Only the number is needed: count the lines below that hold the string "Sayanski".

__________________________________________________

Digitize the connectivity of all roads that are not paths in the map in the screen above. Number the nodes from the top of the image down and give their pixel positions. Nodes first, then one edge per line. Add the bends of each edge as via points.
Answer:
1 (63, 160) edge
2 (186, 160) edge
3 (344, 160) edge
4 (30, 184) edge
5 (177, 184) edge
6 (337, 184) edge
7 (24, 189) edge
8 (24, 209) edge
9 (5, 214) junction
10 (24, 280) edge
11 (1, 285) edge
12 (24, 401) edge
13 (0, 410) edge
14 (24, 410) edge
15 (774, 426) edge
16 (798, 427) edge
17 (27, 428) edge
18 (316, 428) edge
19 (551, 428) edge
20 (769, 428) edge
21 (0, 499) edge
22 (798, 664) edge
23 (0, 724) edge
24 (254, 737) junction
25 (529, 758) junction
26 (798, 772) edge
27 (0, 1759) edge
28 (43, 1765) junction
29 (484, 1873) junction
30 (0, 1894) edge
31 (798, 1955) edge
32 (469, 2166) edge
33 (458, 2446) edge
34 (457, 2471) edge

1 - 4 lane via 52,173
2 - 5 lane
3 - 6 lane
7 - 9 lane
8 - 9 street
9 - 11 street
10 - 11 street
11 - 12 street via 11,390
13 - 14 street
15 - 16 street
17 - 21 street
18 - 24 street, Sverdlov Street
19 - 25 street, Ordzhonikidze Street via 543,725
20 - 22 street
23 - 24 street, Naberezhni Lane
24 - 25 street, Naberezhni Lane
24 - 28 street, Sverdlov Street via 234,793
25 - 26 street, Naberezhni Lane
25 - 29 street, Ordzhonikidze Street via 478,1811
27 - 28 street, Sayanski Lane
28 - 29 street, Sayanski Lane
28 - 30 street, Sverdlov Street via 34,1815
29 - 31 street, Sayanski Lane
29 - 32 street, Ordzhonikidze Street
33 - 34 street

__________________________________________________

● **Result of the task**
3